Exercise goal - Those lines of the data that hold the word "Left" are to be copied out.

Material provided -
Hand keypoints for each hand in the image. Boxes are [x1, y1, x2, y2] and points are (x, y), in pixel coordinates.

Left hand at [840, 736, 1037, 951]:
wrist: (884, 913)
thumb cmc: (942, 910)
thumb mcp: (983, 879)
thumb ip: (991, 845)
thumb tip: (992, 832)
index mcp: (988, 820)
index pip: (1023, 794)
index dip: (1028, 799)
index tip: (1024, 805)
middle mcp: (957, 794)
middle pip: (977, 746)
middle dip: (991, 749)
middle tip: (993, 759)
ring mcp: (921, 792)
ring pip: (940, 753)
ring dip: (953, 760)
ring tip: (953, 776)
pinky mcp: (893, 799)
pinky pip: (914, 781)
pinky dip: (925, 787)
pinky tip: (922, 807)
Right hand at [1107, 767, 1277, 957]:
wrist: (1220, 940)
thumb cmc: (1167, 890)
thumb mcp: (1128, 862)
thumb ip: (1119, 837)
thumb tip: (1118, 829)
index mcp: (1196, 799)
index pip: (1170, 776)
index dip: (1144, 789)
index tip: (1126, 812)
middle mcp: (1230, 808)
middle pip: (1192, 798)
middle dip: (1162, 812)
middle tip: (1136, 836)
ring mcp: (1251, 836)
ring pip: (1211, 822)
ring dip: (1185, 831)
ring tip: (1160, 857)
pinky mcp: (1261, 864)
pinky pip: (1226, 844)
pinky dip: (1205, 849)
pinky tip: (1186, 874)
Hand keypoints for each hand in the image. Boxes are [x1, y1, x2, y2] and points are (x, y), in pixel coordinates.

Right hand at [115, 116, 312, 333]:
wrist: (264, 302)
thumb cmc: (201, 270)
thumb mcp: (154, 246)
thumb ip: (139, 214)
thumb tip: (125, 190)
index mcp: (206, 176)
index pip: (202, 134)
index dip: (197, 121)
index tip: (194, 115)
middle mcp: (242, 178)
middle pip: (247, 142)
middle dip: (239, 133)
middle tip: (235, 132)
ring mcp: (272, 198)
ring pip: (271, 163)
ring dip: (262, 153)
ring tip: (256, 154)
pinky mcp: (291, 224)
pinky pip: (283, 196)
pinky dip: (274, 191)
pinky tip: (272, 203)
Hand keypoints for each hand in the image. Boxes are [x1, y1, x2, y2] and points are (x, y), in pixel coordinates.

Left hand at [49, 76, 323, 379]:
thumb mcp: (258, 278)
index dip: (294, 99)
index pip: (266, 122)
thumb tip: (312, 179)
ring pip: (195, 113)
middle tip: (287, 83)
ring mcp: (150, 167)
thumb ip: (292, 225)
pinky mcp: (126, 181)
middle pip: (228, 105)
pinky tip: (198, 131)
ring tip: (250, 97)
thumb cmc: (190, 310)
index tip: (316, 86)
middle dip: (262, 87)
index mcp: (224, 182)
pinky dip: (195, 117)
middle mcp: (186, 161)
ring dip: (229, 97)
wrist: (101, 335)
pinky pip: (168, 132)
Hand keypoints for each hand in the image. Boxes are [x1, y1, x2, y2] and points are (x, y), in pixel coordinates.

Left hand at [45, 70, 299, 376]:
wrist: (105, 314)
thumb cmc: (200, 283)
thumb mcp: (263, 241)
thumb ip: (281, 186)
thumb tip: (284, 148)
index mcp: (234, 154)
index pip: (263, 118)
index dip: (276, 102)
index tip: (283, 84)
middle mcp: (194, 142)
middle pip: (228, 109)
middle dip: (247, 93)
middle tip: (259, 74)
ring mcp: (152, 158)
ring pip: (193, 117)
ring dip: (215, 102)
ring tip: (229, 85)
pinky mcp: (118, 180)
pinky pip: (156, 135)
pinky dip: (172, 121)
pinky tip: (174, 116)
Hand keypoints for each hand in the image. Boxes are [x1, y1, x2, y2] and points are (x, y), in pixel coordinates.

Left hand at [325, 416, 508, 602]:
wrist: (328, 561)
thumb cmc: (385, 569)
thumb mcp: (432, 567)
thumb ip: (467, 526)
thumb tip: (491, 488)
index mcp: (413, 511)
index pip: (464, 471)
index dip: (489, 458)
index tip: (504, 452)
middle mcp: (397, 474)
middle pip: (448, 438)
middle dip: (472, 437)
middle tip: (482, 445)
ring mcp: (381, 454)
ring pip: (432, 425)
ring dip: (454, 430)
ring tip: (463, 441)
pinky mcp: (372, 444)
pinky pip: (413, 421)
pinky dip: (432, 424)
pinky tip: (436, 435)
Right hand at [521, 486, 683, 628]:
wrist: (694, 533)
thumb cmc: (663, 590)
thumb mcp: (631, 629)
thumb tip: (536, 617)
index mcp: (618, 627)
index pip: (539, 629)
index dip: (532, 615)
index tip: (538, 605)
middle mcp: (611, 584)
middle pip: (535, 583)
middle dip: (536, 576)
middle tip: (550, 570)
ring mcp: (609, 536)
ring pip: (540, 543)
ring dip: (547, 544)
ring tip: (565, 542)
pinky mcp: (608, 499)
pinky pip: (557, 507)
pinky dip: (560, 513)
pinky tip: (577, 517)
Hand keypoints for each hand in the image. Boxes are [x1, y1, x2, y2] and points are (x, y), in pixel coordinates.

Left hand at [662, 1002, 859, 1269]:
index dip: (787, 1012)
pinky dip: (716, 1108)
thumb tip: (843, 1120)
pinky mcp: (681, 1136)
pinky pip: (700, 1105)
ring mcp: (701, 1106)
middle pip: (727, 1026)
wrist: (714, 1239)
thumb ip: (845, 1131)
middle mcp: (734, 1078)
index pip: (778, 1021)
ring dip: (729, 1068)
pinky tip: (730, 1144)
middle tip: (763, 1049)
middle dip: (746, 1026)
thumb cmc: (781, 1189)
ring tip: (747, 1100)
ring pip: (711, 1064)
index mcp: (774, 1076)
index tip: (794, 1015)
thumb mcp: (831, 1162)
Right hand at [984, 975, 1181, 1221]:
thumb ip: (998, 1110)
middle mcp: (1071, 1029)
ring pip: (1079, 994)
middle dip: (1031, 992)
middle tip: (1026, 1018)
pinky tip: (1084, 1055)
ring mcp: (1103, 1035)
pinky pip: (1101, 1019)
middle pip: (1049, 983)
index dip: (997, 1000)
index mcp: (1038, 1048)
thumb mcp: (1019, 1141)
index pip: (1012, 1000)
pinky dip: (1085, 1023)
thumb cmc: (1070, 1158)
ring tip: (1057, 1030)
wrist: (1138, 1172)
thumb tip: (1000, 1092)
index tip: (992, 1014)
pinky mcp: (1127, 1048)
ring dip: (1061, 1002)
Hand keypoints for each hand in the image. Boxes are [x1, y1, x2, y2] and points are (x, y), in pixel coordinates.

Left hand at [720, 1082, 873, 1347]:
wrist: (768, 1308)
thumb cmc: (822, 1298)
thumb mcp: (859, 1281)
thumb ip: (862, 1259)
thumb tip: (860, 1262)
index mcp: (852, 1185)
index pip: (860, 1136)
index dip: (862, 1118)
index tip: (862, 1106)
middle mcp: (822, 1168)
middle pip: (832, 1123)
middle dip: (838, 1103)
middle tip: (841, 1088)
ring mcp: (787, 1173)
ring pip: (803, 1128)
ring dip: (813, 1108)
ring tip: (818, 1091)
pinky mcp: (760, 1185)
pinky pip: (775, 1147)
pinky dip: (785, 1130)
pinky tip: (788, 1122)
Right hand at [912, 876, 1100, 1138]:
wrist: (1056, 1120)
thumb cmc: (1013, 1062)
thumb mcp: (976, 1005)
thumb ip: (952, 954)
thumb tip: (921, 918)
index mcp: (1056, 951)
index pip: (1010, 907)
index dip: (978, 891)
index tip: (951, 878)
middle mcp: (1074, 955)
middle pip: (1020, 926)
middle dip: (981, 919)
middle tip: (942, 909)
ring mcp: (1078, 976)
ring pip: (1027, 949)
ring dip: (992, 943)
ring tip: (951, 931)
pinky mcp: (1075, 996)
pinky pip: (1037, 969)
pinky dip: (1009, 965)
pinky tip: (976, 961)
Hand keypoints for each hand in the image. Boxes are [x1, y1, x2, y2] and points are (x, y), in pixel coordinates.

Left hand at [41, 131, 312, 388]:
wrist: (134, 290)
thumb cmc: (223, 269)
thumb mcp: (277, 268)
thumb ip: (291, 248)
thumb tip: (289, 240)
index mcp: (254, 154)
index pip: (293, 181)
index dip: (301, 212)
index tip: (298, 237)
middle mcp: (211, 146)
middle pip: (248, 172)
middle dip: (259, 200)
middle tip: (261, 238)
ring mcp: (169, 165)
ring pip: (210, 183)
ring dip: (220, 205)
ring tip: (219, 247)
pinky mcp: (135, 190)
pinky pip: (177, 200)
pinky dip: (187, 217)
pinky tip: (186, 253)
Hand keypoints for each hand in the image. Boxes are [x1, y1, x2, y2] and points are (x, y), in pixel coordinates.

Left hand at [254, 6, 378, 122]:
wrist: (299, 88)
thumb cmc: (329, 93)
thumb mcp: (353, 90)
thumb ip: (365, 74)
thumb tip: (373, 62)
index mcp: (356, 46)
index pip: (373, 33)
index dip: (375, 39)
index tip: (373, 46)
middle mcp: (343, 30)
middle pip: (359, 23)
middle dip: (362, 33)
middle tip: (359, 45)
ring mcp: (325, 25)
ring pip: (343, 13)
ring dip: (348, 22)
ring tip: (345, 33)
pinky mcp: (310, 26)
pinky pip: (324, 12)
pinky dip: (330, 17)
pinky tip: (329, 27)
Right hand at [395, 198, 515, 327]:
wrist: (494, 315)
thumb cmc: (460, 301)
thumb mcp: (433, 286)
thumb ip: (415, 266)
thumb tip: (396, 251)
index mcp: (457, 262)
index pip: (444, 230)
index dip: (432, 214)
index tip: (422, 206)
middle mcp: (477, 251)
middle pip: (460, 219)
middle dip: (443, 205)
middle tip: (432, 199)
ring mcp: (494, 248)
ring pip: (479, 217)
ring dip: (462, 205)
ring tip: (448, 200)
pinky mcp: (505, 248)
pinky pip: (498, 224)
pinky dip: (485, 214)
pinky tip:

Exercise output -
Left hand at [840, 736, 1037, 951]:
Left hand at [49, 76, 323, 379]:
Left hand at [45, 70, 299, 376]:
Left hand at [325, 416, 508, 602]:
Left hand at [662, 1002, 859, 1269]:
Left hand at [720, 1082, 873, 1347]:
Left hand at [41, 131, 312, 388]:
Left hand at [254, 6, 378, 122]:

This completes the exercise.